Specifically, one email the OAG did release showed Mr. Schultz emailing his agreement to sign an April 12, 2016 CIA referenced elsewhere in the “thread”, though by that time no OAG had yet acknowledged the existence of such a pact.  Indeed, the New York, Vermont and California OAGs denied public records requests by the Competitive Enterprise Institute (CEI) for any such agreement.  Only when the Illinois OAG denied access to public records, on June 17, 2016, citing to the existence of this purported CIA was its existence finally confirmed.

These states’ position is that they can not only write a contract making public records invisible to the citizenry, but prevent citizens from even learning of the agreement itself.  Exposing the overreach this represents — a threat not just to watchdogs but media outlets, which use freedom of information laws as widely as any class of party — this effort is to hide the activities of what the AGs themselves describe in a March 7, 2016 letter as nothing more than a new “informal coalition of Attorneys General…to ensure the adoption of stronger federal climate and energy policies”, that is, to promote the political “climate change” agenda.

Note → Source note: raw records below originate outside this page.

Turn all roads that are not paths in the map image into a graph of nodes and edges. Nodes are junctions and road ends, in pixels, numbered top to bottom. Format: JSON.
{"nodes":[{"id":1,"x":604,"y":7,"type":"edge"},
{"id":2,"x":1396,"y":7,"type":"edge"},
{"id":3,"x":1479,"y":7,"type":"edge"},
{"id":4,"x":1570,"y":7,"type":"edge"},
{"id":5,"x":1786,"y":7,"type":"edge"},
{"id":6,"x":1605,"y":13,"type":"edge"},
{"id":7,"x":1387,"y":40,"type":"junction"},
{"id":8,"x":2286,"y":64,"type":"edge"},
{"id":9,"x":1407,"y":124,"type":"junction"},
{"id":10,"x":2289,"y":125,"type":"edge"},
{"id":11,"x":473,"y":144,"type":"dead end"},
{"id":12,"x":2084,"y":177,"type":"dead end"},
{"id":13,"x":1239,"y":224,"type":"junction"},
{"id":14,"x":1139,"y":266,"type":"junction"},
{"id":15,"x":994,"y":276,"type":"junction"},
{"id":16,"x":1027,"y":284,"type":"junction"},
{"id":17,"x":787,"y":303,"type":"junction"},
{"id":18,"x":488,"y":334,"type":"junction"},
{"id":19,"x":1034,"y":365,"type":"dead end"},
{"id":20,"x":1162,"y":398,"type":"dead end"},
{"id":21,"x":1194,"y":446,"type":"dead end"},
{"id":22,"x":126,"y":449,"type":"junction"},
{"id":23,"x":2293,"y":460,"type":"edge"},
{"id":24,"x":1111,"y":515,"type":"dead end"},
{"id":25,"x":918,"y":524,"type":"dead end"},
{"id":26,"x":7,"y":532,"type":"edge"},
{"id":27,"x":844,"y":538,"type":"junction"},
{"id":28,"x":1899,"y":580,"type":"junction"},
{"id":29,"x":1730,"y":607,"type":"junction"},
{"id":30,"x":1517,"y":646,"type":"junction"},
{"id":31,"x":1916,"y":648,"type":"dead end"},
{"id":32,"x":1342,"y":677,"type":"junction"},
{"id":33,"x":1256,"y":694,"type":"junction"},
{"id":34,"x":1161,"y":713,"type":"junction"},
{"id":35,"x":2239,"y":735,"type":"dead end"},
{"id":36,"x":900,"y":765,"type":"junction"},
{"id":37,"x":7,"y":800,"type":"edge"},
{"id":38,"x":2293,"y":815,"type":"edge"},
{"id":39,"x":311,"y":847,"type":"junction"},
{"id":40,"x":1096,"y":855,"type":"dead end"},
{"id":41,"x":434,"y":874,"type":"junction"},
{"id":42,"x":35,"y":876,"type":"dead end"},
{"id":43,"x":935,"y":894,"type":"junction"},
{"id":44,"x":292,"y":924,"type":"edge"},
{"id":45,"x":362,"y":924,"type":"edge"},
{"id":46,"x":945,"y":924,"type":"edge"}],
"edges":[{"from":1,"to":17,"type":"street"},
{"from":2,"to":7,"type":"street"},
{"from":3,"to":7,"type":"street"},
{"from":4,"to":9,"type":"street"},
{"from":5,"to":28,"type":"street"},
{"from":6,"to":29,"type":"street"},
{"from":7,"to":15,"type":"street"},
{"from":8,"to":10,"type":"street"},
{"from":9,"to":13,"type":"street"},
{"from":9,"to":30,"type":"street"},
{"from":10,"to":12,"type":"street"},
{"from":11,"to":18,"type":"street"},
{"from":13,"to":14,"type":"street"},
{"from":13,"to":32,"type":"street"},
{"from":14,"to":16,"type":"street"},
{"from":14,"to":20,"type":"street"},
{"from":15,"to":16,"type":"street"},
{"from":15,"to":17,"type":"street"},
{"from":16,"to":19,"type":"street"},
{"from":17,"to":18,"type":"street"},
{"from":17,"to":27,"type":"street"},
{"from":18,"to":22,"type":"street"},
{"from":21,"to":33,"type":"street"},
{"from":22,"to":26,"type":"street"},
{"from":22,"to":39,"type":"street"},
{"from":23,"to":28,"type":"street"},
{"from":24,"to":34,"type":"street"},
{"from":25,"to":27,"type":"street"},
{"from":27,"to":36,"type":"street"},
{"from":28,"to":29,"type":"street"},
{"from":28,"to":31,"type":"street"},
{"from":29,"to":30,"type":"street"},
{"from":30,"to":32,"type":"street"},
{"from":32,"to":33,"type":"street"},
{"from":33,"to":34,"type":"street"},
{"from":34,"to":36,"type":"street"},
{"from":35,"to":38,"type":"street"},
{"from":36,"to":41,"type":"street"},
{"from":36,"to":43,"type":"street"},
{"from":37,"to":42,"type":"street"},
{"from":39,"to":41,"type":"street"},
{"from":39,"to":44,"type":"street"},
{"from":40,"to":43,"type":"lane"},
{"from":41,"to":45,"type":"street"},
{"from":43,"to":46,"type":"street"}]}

On July 5, 2016, Rhode Island offered further, absurd reasons for not providing the agreement itself, pretending that a request for email correspondence somehow didn’t cover attachments, simply because activist AGs promised each other, and some green-group activists and major donors, that they would strive — and coordinate — to keep records related to this scheme from the public.

These crusading AGs have yet to explain why they are so afraid of the public learning about their investigations?  Why are they invoking absurd claims to try and withhold documents — and writing themselves a blank check to exempt themselves from the public records laws their citizens’ elected representatives thought they should be subject to?  Why are they forcing people to sue to obtain these public records?

The obvious answer to all of this is that they are afraid of the embarrassment they will suffer once people see what they hastily agreed to, an agreement to keep everything secret that they can about a campaign to smother dissent that may also subject these offices to potential civil rights lawsuits and other countersuits by those they’ve targeted.

“E&E Legal expects to do whatever is necessary to get these public records before the public, to educate on this unprecedented abuse of power”, said E&E Legal’s Executive Director Craig Richardson. “All that we have found indicates that these AGs and their outside activist partners will make litigation necessary at every turn.”

The Energy & Environment Legal Institute (E&E Legal) is a 501(c)(3) organization engaged in strategic litigation, policy research, and public education on important energy and environmental issues. Primarily through its petition litigation and transparency practice areas, E&E Legal seeks to correct onerous federal and state policies that hinder the economy, increase the cost of energy, eliminate jobs, and do little or nothing to improve the environment.